Multi-modal Discourse Analysis of the Ethnographic Novel Representation of the Sri Lankan “No Fire Zone”
Abstract
This study is a qualitative multimodal discourse analysis of figures 8 and 9, Illustration of bombardment in a government-designated 'no fire zone' in Sri Lanka, 2009, of the graphic novel Vanni: A Family Struggle by Benjamin Dix, using the Sri Lankan Conflict. Although most of the current literature on the Sri Lankan conflict concentrates on the historical, political, or literary narration of the conflict, the ethnographic graphic novels as a multimodal expression of civilian sufferings have not been addressed well. The work is based on the Multimodal Theory and Visual Grammar of Kress and van Leeuwen, as well as the Cultural Violence Theory by Johan Galtung, which allows the researcher to examine the chosen panels in the graphic novel.
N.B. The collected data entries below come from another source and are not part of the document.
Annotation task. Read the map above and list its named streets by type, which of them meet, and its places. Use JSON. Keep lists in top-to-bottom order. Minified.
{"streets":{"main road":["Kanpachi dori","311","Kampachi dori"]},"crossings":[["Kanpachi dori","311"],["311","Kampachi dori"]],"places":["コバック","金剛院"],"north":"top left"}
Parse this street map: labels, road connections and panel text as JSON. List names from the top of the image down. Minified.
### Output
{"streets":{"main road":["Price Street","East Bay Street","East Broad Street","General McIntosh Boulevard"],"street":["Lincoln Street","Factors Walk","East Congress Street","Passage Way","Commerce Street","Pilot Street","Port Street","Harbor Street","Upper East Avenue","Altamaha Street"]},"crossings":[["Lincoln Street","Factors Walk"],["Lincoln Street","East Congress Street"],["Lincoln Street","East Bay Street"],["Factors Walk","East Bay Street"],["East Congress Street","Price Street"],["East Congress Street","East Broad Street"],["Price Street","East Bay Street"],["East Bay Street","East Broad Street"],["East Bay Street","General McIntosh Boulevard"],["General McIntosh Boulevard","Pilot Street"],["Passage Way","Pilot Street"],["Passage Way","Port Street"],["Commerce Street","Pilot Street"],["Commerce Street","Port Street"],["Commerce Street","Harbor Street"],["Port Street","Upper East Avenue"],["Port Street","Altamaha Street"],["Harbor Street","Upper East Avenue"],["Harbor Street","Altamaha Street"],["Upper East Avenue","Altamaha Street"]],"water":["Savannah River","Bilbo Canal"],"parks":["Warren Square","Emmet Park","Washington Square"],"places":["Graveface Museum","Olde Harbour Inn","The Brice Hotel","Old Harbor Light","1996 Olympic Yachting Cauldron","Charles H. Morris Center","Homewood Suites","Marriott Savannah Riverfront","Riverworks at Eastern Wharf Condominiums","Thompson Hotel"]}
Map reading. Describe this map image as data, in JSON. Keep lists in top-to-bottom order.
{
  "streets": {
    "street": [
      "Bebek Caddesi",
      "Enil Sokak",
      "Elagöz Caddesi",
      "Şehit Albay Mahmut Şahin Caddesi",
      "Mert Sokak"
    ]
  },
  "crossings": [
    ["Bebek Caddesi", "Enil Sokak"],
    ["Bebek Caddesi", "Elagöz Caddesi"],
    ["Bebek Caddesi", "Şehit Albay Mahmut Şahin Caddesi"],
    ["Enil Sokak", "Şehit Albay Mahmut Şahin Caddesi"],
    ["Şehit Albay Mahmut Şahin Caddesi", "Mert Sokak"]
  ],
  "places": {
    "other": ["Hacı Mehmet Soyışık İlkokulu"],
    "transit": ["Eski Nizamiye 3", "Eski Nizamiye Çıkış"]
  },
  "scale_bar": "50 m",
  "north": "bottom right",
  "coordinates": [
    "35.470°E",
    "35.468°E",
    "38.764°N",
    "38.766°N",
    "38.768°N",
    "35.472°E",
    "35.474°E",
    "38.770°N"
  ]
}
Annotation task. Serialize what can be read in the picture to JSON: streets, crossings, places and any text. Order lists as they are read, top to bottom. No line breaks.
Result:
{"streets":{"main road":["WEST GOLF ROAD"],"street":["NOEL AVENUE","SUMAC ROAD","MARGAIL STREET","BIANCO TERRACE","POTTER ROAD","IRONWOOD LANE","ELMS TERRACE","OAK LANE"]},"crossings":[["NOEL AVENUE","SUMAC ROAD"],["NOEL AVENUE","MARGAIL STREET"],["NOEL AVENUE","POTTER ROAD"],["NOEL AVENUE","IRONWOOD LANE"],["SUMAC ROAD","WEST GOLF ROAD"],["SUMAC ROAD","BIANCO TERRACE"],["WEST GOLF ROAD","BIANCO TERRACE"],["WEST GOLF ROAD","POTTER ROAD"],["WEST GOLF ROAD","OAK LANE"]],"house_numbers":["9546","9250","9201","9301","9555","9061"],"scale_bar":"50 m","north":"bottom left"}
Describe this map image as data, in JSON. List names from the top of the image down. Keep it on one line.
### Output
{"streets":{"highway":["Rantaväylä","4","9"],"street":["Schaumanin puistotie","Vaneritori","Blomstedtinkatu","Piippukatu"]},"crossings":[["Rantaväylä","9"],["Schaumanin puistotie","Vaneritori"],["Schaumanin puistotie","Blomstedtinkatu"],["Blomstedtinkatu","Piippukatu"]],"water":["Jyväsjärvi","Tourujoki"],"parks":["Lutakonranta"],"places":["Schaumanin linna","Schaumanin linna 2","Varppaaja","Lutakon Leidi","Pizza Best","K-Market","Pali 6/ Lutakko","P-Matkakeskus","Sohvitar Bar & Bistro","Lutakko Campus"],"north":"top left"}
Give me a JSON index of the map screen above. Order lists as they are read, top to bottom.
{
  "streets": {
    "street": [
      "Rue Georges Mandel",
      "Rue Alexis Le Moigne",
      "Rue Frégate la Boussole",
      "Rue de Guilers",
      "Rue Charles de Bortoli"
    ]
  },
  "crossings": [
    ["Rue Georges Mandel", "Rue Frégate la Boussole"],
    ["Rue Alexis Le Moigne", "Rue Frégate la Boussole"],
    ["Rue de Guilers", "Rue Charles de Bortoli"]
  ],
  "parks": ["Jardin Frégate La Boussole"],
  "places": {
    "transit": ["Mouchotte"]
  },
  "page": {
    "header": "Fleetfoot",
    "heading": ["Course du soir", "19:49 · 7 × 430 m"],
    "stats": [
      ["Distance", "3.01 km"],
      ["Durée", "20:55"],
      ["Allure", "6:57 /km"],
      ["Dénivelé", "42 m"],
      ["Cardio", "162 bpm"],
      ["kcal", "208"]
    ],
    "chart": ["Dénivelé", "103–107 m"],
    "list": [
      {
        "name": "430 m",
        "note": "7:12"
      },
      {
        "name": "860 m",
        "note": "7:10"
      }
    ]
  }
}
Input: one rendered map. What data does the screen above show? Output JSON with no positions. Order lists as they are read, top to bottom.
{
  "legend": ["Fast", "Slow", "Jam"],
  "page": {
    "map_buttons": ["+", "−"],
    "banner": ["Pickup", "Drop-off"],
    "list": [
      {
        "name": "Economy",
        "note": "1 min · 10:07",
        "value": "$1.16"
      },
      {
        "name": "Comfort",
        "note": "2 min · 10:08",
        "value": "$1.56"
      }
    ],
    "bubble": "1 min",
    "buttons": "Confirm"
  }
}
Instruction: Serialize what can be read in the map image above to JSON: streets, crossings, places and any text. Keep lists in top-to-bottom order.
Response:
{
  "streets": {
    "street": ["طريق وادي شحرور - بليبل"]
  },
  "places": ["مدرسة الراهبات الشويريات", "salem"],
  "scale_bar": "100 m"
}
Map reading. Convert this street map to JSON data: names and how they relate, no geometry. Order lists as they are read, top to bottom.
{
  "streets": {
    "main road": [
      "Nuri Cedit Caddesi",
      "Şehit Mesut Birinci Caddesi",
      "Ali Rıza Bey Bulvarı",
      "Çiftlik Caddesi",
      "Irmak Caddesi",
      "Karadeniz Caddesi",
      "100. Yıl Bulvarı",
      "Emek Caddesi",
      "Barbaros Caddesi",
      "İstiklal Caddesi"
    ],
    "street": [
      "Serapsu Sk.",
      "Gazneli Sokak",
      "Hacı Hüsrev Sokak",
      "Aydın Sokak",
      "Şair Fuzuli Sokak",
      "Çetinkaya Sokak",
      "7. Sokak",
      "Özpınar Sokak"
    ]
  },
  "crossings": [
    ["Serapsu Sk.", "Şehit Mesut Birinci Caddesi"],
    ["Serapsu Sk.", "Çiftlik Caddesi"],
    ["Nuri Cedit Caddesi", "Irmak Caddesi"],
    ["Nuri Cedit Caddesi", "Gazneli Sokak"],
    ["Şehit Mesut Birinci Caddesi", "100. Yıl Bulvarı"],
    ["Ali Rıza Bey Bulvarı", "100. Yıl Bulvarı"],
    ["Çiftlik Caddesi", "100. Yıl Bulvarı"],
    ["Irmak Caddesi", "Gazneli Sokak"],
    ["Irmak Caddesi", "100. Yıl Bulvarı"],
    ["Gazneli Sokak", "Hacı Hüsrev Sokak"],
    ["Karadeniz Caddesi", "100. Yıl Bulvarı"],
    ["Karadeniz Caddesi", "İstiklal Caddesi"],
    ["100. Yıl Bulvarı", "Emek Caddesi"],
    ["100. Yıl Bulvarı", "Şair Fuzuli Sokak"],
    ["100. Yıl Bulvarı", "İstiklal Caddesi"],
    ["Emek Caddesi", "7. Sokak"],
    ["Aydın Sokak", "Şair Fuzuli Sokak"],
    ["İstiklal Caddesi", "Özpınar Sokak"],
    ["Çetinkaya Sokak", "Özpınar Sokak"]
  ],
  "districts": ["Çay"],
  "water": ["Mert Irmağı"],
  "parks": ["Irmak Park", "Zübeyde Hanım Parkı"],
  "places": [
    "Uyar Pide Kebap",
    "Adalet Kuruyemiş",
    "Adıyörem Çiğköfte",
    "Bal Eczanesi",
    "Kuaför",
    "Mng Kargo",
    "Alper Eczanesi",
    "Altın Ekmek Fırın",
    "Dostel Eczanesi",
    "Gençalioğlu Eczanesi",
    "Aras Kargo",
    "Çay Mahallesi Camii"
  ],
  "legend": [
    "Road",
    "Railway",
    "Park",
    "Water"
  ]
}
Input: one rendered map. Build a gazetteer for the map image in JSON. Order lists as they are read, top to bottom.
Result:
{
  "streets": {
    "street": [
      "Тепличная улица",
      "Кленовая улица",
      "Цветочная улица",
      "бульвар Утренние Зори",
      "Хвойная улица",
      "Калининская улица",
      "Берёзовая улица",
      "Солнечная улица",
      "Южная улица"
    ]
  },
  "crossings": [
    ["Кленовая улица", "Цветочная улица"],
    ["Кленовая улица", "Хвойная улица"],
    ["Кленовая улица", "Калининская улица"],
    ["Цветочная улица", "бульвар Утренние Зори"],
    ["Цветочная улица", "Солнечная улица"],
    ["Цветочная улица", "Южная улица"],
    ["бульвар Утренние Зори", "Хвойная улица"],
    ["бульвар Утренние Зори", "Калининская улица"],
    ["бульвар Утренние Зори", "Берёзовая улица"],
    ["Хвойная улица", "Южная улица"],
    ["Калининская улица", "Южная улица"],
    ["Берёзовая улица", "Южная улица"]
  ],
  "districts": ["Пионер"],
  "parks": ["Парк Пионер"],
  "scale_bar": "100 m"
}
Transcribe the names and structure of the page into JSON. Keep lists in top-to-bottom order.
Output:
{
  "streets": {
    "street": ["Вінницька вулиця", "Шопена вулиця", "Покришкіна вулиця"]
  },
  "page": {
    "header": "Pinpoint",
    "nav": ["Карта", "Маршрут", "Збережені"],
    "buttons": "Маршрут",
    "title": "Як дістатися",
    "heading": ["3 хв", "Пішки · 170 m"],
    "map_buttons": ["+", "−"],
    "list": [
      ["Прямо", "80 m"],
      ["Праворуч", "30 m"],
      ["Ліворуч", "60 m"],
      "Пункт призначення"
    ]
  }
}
This is analyzed in terms of visual means like framing, gaze, layout, desaturation of color, and onomatopoeic words. All these aspects show how fear, displacement, powerlessness, and normalized violence can be depicted visually. The invisibility of civilian victims is also helped by the invisibility of the perpetrators, who are not always visible in the dominant war discourses. The results reveal that Vanni is a multimodal ethnography that questions the official accounts about the security in the No Fire Zone. This paper employed multimodal discourse analysis and cultural violence theory to emphasize how the graphic novel contributes to giving marginalized voices of Tamil and how structural and symbolic violence have been normalized.
Keywords: Multimodality, trauma, violence, Interactive meaning, Compositional meaning, Representational meaning, Vanni, War.